A doença afeta os vasos sanguíneos de todo o corpo, especialmente os mais delicados, como os da retina. É ali que está a mácula, responsável pelo foco da visão. Quando há acúmulo de líquido, surge o edema macular diabético, que compromete diretamente a nitidez.

Comecei então um tratamento que assusta mais pela ideia do que pela prática. Injeções dentro do olho. O procedimento é feito com anestesia e provoca, no máximo, desconforto. Ainda assim, existe o impacto emocional de se colocar nesse lugar de vulnerabilidade.

Quadro Gabriela por Arquivo pessoal

Ao longo dos anos, passei por esse processo algumas vezes. Entre melhoras e recaídas, fui percebendo algo que não está nos protocolos médicos. Meu estado emocional atravessava tudo. Sem perceber, comecei a desenhar olhos o tempo todo, como se estivesse tentando entender, de outra forma, o que acontecia comigo.

Em outubro do ano passado, após cinco anos, fiz o que imaginava ser o procedimento final. No domingo passado, o incômodo voltou. Fui ao médico e ouvi novamente que seria preciso recomeçar.

Eu chorei. Me senti pequena. Mas também percebi que não estava no mesmo lugar de antes.

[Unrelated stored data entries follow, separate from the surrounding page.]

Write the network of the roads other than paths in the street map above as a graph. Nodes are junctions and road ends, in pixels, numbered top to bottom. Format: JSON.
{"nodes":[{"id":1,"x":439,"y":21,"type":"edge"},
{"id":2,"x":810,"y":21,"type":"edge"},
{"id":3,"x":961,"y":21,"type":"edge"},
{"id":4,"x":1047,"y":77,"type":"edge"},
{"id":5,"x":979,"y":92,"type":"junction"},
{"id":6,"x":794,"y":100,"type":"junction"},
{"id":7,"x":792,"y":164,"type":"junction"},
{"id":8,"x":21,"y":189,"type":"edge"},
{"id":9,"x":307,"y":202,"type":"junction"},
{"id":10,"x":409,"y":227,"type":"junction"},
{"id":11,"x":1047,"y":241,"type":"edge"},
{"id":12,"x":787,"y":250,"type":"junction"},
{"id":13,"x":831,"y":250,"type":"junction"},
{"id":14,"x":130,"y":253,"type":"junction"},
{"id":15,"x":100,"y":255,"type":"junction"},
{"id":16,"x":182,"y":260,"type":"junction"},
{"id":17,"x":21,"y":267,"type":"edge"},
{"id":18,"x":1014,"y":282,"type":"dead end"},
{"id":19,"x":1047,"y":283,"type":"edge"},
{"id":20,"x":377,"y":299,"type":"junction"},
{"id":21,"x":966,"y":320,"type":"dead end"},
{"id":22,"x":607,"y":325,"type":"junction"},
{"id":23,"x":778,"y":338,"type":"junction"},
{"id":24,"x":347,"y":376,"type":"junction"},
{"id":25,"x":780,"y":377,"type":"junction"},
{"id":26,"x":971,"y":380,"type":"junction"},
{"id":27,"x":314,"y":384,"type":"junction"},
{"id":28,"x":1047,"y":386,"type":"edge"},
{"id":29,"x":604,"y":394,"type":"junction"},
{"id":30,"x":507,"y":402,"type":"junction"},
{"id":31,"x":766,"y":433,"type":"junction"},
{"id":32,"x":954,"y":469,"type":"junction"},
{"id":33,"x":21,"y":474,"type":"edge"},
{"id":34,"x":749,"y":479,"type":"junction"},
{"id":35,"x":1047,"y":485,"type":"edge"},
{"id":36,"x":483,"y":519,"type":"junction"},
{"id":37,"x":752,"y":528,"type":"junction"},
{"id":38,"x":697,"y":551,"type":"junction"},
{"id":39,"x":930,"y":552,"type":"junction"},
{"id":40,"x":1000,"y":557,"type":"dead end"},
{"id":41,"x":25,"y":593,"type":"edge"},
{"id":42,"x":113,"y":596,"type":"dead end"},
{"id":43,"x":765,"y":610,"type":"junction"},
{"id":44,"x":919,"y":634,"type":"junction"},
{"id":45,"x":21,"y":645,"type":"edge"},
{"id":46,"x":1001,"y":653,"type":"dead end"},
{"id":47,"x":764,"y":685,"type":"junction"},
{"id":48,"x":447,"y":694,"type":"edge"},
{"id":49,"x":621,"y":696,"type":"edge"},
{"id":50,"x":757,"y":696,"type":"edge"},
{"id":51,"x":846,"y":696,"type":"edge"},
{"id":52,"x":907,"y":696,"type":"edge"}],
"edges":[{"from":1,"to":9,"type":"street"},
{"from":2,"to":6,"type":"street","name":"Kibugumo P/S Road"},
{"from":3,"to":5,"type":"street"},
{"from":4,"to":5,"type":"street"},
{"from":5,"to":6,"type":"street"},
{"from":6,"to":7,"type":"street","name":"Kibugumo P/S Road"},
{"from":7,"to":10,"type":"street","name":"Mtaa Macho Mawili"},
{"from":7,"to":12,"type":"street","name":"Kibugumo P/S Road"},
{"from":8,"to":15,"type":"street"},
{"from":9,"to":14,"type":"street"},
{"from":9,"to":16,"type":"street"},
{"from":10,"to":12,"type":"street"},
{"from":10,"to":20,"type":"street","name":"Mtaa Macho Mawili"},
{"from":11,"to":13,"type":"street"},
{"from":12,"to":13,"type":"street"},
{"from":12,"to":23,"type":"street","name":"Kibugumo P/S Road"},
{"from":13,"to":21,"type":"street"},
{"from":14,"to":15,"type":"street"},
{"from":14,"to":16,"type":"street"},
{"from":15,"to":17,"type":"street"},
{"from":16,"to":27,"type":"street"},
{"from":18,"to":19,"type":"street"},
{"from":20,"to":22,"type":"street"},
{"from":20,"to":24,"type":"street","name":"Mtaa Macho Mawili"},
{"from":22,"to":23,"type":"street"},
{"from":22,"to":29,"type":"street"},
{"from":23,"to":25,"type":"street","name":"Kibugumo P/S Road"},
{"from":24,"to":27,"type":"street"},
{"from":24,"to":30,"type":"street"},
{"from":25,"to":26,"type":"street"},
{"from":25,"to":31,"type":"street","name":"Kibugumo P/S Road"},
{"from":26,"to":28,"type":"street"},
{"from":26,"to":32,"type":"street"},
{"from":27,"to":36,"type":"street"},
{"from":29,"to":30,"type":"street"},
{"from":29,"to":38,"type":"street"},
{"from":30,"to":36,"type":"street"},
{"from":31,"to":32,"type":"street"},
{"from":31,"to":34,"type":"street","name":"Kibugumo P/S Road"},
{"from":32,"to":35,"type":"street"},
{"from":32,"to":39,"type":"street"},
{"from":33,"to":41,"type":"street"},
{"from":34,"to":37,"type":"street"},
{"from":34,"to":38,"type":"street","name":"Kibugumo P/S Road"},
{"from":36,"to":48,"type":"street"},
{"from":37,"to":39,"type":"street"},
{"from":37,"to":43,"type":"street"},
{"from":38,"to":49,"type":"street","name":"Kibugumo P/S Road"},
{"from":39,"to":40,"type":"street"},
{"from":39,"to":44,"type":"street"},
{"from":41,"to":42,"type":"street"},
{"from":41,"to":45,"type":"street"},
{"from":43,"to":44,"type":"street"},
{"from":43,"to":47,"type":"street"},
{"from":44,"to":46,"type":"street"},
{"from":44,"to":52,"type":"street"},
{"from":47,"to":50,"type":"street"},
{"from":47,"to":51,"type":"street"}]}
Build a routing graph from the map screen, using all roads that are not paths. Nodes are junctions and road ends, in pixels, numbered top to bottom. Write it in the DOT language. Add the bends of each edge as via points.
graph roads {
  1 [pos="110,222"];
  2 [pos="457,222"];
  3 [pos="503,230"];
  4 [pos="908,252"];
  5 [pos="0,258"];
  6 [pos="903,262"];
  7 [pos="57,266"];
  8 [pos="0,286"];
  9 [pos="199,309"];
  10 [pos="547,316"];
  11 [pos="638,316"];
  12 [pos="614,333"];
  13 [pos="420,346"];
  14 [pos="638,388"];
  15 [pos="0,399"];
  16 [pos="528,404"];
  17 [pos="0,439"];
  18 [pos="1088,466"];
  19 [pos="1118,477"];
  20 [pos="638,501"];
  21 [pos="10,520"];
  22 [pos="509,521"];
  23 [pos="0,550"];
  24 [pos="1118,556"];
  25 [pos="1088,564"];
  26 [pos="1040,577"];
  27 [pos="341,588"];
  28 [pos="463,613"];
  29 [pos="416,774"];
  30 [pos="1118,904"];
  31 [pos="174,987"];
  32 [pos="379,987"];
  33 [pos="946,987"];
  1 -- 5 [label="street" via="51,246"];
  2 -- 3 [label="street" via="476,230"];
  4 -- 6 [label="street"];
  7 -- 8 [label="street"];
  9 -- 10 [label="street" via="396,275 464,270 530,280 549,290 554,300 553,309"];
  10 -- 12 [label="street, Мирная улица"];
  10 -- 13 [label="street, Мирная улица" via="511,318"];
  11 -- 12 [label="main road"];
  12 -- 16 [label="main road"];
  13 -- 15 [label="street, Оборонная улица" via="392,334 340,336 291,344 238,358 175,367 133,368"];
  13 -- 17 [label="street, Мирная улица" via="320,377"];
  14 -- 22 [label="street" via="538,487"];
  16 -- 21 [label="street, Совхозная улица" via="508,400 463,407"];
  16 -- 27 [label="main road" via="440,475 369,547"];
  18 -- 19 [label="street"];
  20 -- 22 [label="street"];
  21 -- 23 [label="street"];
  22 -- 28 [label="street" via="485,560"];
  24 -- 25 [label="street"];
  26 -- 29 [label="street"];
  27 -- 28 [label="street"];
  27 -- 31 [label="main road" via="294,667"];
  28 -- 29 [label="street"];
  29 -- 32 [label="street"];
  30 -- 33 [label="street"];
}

Na mesma semana, participei da exposição Pluralidade em Ressonâncias, na Galeria do Barro Vermelho, no Rio Vermelho. A mostra, com curadoria de Tati Sampaio, reúne mais de 30 artistas baianos de diferentes gerações e linguagens, propondo um espaço onde as diferenças convivem e se amplificam. A coletiva também marca um momento importante para a cena local ao ser organizada pela Associação Baiana de Artistas Plásticos e Visuais (ABARVI).

Entre as obras, estava a minha.

Uma Gabriela. Inspirada na personagem de Jorge Amado, com um olho fechado e o outro aberto, maior, voltado para o mundo. Quando vi a obra na galeria, entendi algo importante. Aquela imagem não falava apenas de limitação. Falava de adaptação. De outras formas de perceber.

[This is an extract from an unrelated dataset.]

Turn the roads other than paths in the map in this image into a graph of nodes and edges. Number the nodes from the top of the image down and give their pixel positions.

Talvez ver nunca tenha sido apenas uma função dos olhos.

Ao longo desses anos, fui aprendendo que a percepção também passa pelo corpo. Pelo tato, pelo som, pela intuição. A doença me impõe limites, mas também me obriga a ampliar repertórios e a prestar atenção no que antes passava despercebido.

É nesse movimento que a arte aparece para mim. Como linguagem, mas também como forma de elaborar o que não cabe em explicação.

No próximo sábado, 25, participo do Mercado de Preta e Betty, no Chile 27, na Rua Chile, com meu estúdio, o De Tudo que eu Vejo. O evento é coordenado pela chef Preta e por Paula Magalhães, do Brechó da Betty, reunindo moda, arte, gastronomia e cultura independente em uma proposta que conecta economia criativa, consumo consciente e produção local.

Um convite para quem quiser conhecer de perto o que venho construindo.

Talvez não seja a primeira vez que eu precise reaprender a enxergar. Há mais de 15 anos, tatuei no meu corpo o nome da música Além do que se vê, da banda Los Hermanos. Hoje, ela faz ainda mais sentido. "É preciso força para sonhar e perceber que a estrada vai além do que se vê".